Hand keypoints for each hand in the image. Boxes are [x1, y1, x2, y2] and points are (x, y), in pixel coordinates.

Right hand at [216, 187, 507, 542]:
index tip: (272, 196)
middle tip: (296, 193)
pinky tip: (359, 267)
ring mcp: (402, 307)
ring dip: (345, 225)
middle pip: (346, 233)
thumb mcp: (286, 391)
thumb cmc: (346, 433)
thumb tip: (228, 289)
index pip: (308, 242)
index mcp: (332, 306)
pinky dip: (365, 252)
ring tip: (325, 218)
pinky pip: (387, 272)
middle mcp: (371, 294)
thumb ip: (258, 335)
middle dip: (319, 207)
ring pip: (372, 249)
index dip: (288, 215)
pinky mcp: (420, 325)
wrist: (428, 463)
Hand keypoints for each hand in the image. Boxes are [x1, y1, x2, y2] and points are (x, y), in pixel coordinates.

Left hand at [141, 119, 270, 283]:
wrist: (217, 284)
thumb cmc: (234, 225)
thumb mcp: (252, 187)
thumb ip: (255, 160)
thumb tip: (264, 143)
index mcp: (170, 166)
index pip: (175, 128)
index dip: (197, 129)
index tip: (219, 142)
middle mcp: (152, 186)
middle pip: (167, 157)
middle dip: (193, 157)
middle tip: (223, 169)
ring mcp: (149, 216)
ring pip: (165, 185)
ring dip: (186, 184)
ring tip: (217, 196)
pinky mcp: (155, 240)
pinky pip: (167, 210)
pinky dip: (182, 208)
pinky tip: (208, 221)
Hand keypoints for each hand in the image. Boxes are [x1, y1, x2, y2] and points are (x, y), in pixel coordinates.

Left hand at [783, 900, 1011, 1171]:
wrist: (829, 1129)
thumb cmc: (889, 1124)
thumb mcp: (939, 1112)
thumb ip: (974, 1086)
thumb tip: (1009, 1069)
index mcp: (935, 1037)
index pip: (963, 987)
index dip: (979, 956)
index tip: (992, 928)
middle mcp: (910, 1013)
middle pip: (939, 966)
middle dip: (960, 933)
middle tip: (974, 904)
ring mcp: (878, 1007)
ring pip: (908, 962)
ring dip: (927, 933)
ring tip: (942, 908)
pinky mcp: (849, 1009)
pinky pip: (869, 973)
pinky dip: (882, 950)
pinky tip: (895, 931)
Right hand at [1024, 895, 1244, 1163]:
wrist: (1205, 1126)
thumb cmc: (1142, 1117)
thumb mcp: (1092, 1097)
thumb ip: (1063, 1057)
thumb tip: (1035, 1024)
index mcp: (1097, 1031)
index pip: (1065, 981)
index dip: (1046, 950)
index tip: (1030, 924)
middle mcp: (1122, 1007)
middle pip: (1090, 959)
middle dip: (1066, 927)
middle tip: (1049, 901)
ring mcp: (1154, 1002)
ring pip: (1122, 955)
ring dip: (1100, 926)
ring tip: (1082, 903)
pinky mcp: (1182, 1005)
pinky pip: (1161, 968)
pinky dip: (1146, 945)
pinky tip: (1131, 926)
--
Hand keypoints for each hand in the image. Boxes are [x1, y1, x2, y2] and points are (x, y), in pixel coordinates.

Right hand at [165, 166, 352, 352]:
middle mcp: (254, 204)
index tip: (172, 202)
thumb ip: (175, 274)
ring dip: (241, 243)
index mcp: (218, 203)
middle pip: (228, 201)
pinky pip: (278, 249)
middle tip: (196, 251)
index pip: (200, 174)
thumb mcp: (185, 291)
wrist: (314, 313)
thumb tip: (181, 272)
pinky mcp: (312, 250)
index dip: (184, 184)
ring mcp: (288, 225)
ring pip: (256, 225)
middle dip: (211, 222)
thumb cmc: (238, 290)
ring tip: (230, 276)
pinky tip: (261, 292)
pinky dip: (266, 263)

REQUIRED ACTION
Repeat the entries above verbatim, but only from the line that has "ring mcp: (288, 225)" down to the line that has "pinky dip: (266, 263)", inclusive.

RESULT
ring mcp: (288, 225)
ring pip: (256, 225)
middle dip: (211, 222)
thumb cmc: (238, 290)
ring tip: (230, 276)
pinky tip: (261, 292)
pinky dip: (266, 263)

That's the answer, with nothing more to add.